[Dataset excerpts]
▬▬▬▬▬▬

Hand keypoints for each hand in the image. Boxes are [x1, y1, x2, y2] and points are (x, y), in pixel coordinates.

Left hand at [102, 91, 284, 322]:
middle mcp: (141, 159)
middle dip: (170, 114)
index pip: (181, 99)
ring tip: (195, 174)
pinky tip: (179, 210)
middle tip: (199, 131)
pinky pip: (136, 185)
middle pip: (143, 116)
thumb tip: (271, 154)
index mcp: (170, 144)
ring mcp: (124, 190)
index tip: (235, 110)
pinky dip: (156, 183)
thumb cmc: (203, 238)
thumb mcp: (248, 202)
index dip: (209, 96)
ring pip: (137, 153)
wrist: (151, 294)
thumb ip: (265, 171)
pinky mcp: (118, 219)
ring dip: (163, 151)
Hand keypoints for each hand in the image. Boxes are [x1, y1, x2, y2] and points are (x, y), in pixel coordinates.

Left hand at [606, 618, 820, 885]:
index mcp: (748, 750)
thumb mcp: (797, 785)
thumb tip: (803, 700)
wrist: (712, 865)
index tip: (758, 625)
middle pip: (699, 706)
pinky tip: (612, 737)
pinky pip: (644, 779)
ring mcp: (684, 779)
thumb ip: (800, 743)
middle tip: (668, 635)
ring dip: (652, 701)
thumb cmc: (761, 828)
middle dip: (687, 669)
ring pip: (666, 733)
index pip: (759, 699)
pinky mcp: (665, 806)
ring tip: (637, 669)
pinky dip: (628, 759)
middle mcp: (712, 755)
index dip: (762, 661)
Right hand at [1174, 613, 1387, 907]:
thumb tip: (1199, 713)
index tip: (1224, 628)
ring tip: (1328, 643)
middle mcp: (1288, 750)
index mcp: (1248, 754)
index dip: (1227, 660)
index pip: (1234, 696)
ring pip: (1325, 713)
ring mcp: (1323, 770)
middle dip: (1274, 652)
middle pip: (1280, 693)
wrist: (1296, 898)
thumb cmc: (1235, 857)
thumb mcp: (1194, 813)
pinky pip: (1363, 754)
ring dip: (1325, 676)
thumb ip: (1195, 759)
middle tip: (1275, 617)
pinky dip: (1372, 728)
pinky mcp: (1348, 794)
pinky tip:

▬▬▬▬▬▬

* ABOUT THIS TASK *
Could you find every line in the records above that has the string "thumb" and copy it?

* SOLVED PROBLEM *
thumb tip: (271, 154)
thumb cmc: (203, 238)
thumb mcp: (248, 202)
thumb ip: (265, 171)
thumb mcp: (797, 785)
thumb tip: (803, 700)
thumb ip: (800, 743)
thumb cmc: (761, 828)
thumb tip: (1199, 713)
thumb cmc: (1235, 857)
thumb mcp: (1194, 813)
thumb ip: (1195, 759)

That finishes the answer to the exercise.